▶ _TASK PROMPT_: Return the data below unaltered, but strip out the pictures.

Records from a data collection
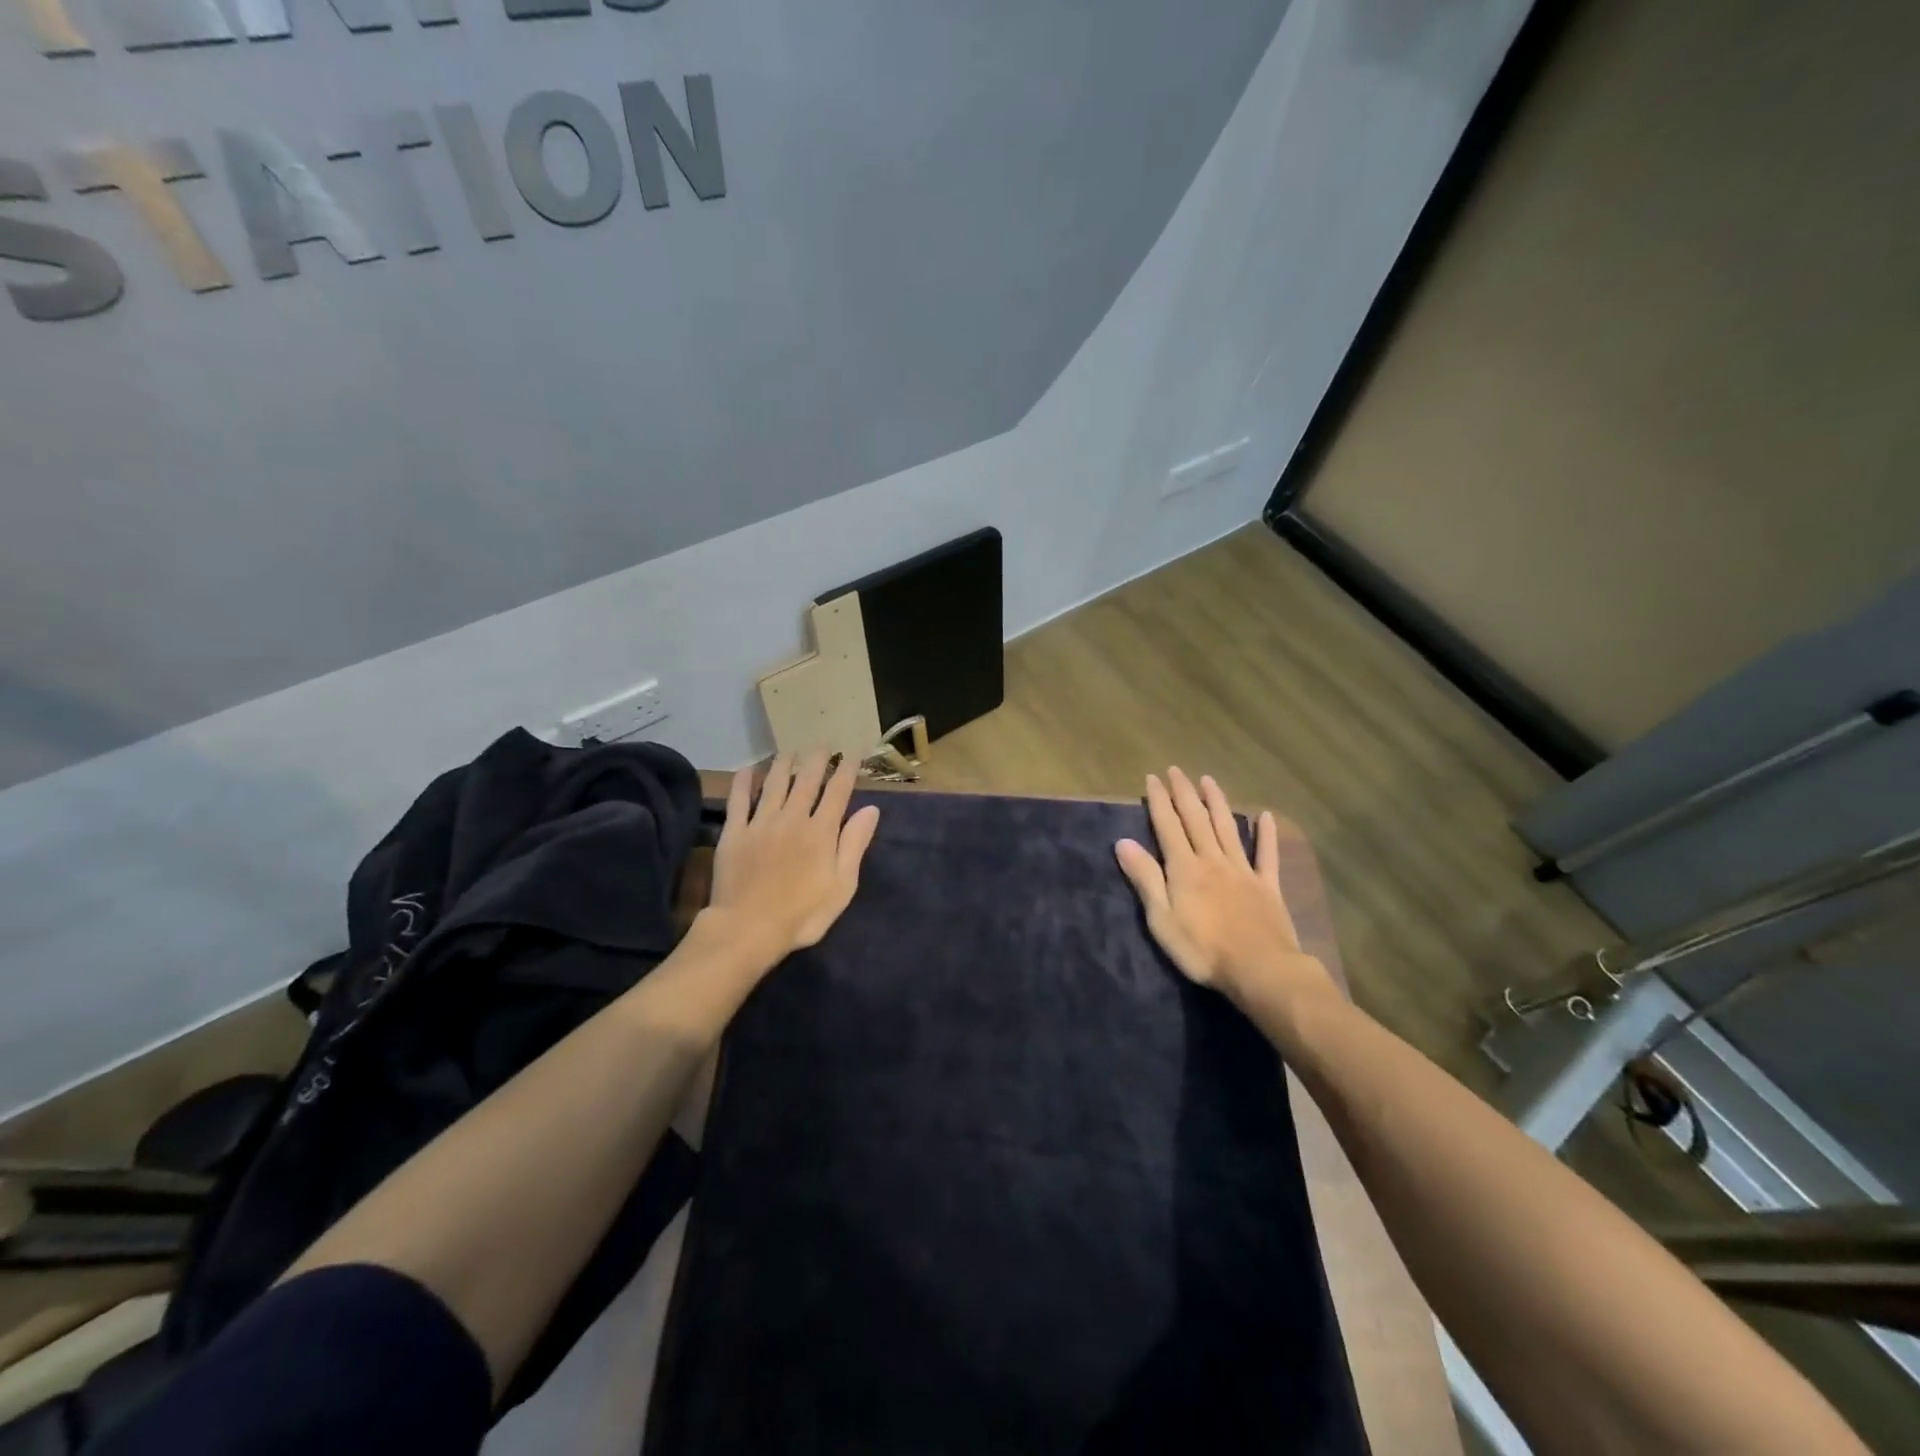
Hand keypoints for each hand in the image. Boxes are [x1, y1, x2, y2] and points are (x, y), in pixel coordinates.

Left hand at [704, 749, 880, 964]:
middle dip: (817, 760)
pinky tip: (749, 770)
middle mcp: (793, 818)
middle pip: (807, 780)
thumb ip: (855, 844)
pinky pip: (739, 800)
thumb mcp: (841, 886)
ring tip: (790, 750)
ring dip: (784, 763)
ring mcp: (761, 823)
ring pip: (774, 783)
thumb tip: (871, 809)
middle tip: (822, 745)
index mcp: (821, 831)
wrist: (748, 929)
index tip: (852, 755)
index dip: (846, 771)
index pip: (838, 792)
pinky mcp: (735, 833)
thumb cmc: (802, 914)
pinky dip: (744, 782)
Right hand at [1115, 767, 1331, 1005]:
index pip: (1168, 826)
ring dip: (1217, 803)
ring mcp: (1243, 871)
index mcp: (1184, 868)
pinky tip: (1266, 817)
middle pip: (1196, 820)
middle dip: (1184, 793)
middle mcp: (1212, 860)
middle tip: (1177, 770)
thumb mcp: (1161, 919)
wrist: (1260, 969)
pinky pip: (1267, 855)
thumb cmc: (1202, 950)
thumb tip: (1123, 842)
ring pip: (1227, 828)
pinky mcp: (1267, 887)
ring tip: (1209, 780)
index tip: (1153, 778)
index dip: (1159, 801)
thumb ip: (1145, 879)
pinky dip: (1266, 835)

▶ _RESPONSE FOR THIS EXERCISE_:
Hand keypoints for each hand in the image. Boxes are [x1, y1, x2, y2] and points are (x, y), in pixel coordinates.

Left hand at [704, 749, 880, 964]:
middle dip: (817, 760)
pinky tip: (749, 770)
middle mcp: (793, 818)
middle pip: (807, 780)
thumb ip: (855, 844)
pinky pip: (739, 800)
thumb mcp: (841, 886)
ring tip: (790, 750)
ring dip: (784, 763)
ring mcp: (761, 823)
ring pip: (774, 783)
thumb tip: (871, 809)
middle tip: (822, 745)
index mcp: (821, 831)
wrist: (748, 929)
index tip: (852, 755)
index dip: (846, 771)
index pip: (838, 792)
pinky mcp: (735, 833)
thumb cmc: (802, 914)
pinky dip: (744, 782)
Right hand at [1115, 767, 1331, 1005]:
index pip: (1168, 826)
ring dip: (1217, 803)
ring mcp: (1243, 871)
index mcp: (1184, 868)
pinky tip: (1266, 817)
middle pip: (1196, 820)
middle dip: (1184, 793)
middle mcp: (1212, 860)
middle tip: (1177, 770)
thumb mcp: (1161, 919)
wrist: (1260, 969)
pinky pip: (1267, 855)
thumb cmc: (1202, 950)
thumb tip: (1123, 842)
ring pip: (1227, 828)
pinky mcp: (1267, 887)
ring tip: (1209, 780)
index tip: (1153, 778)
index dip: (1159, 801)
thumb ip: (1145, 879)
pinky dip: (1266, 835)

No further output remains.